Por eso la Selección argentina sufrió en el primer tiempo, aunque tuvo la fortuna de empatar muy rápido después del gol de cabeza de Rafael Márquez, porque eso la fortaleció anímicamente y le sacó confianza al rival.
En el segundo tiempo, Pekerman corrigió el esquema pasando a Cambiasso y Saviola a la izquierda para impedir las subidas de Méndez y Castro, y la Selección mejoró su juego, pudo haberlo definido en una de Saviola que tapó Sánchez, como pudo haberlo perdido en una de Borgetti que hizo lucir a Abbondanzieri.
En el alargue, Argentina ganó por amor propio y resto físico, pero principalmente por el formidable gol de Maximiliano Rodríguez, que desequilibró el marcador.
Ahora viene Alemania, un rival muy complicado, que además tiene el plus de ser local, pero que tácticamente es más accesible que México para el juego argentino.
Alemania es letal en ofensiva, desde el talentode Michael Ballack hasta la contundencia de Miroslav Klose y Lukas Podolski, pero es permeable defensivamente fundamentalmente por la zaga central (Mertesaker y Metzelder), que son muy pesados físicamente y lentos, aunque se hacen firmes en el juego aéreo. Es un equipo muy peligroso porque ataca mucho por los costados, fundamentalmente por izquierda con el tándem Lahm-Schweinsteiger y tiene grandes rematadores de media distancia (Frings, Ballack o Podolski). Entre los puntos vulnerables que tiene, además de sus zagueros centrales: el arquero Lehmann no da gran seguridad y es de rebotar la pelota, y Lahm ataca mejor de lo que defiende, por lo que se puede aprovechar para jugar a sus espaldas.

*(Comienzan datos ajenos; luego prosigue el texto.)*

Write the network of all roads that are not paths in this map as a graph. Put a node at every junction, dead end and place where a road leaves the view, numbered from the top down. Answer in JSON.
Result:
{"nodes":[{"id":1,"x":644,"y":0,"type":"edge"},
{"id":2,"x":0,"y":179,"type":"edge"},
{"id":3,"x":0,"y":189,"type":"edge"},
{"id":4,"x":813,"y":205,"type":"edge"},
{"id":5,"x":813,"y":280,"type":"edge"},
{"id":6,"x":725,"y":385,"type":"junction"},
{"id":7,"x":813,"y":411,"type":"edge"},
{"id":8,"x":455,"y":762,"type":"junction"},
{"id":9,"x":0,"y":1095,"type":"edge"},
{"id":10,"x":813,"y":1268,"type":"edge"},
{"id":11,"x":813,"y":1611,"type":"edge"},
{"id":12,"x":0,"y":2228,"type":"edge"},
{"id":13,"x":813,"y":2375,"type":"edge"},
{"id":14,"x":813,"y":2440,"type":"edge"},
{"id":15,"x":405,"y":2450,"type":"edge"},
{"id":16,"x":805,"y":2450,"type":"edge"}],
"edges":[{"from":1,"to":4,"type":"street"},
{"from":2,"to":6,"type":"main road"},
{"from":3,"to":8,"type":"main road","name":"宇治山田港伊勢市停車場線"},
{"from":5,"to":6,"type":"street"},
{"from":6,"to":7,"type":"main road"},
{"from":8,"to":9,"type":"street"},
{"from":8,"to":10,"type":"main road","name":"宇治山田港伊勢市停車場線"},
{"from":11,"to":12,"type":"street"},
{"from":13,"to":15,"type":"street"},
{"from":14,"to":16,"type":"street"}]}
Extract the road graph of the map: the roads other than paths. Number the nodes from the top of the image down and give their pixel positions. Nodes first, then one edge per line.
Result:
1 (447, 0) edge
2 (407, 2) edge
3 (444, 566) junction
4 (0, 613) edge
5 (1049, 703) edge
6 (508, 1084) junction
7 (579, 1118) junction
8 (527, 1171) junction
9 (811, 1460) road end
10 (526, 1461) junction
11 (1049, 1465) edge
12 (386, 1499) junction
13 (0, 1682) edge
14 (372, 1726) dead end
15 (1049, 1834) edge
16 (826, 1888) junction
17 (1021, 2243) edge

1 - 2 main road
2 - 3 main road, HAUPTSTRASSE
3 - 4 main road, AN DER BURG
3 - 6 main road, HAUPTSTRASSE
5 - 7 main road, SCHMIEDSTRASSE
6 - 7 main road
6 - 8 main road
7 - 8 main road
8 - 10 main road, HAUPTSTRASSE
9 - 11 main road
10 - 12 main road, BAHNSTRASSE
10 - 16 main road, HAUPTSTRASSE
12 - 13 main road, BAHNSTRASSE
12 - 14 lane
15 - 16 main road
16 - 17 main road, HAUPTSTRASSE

Si bien Pekerman todavía no planteó el partido, Argentina tiene que manejar la pelota con mucha paciencia, tratando de tocar de primera para no perderla ante la presión alemana y cambiar de ritmo con pelotazos a la velocidad de Saviola y Crespo, y la alternativa siempre latente de Tévez y Messi. Hay un antecedente cercano cuando la Selección empató en dos goles con Alemania por la Copa Confederaciones el año pasado. Allí Riquelme metió un gol de tiro libre y Sorín de cabeza consiguió el otro tanto, y la Selección tuvo muchas oportunidades para marcar más goles. La Selección argentina sabe que para ser campeón mundial hay que ganarles a los mejores y a Argentina le tocó uno de los mejores, por lo que será una prueba de fuego.